The Tiger Salamander
The tiger salamander, a North American amphibian, is the largest salamander that lives on land. They also have the greatest range of all North American salamanders. They live throughout most of the U.S., eastern Mexico, and southern Canada.
Ambystoma tigrinum is the Latin name for the tiger salamander. Ambystoma means "blunt mouth" and tigrinum means "like a tiger". Below, you will find fun facts about the tiger salamander.
Tiger salamanders are generally black with brilliant yellow markings (blotches or stripes) but colors can vary. Background colors can be black, brown, gray, blue, or green. Markings can be brown, black, orange, or white. Some have no markings and some are albinos.

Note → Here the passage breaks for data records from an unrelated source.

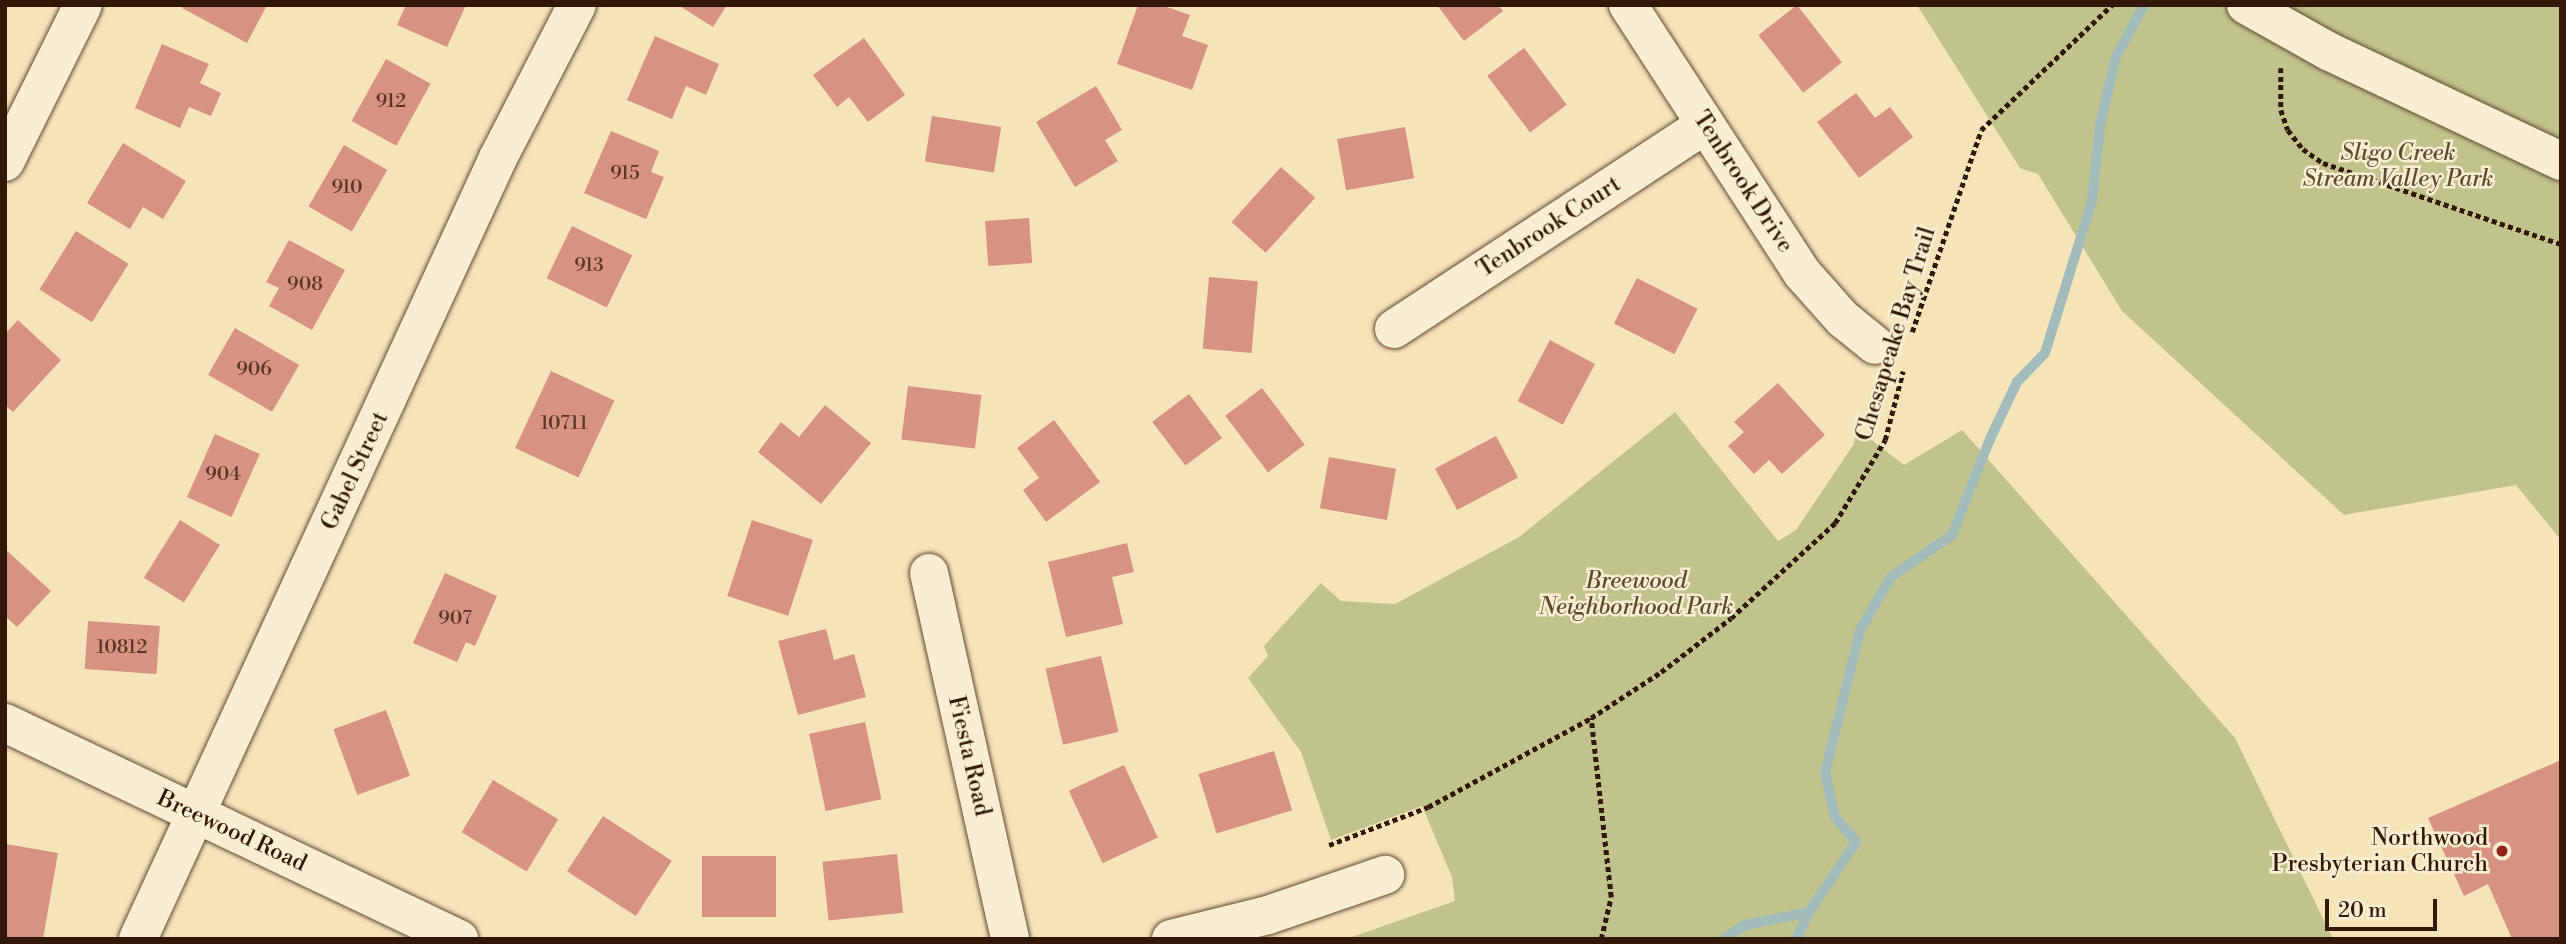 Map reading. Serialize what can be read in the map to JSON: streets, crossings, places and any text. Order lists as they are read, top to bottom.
{
  "streets": {
    "street": [
      "Tenbrook Drive",
      "Tenbrook Court",
      "Gabel Street",
      "Fiesta Road",
      "Breewood Road"
    ],
    "path": ["Chesapeake Bay Trail"]
  },
  "crossings": [
    ["Tenbrook Drive", "Tenbrook Court"],
    ["Tenbrook Drive", "Chesapeake Bay Trail"],
    ["Gabel Street", "Breewood Road"]
  ],
  "parks": ["Sligo Creek Stream Valley Park", "Breewood Neighborhood Park"],
  "places": ["Northwood Presbyterian Church"],
  "house_numbers": [
    "912",
    "915",
    "910",
    "913",
    "908",
    "906",
    "10711",
    "904",
    "907",
    "10812"
  ],
  "scale_bar": "20 m"
}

Their average size is 6-8 inches (but they can grow up to 13-14 inches) and their average weight is about 4 ounces. They are thick-bodied with a broad, flat head, small eyes, and long tail. Their front feet have four toes and their back feet have five. Males tend to be longer than females.
Tiger salamanders can be found living in forests, marshy areas, and grasslands. They reside in burrows (up to 2 feet below the surface), near lakes, ponds, or slow moving streams. Living underground provides a cool, moist environment. The tiger salamander (also known as a mole salamander) will either dig its own burrow or it will live in an abandoned burrow that was made by another animal.
Tiger salamanders are excitable and secretive but they can be drawn to food. They do not like to be handled but they may be tempted to take food from your fingers.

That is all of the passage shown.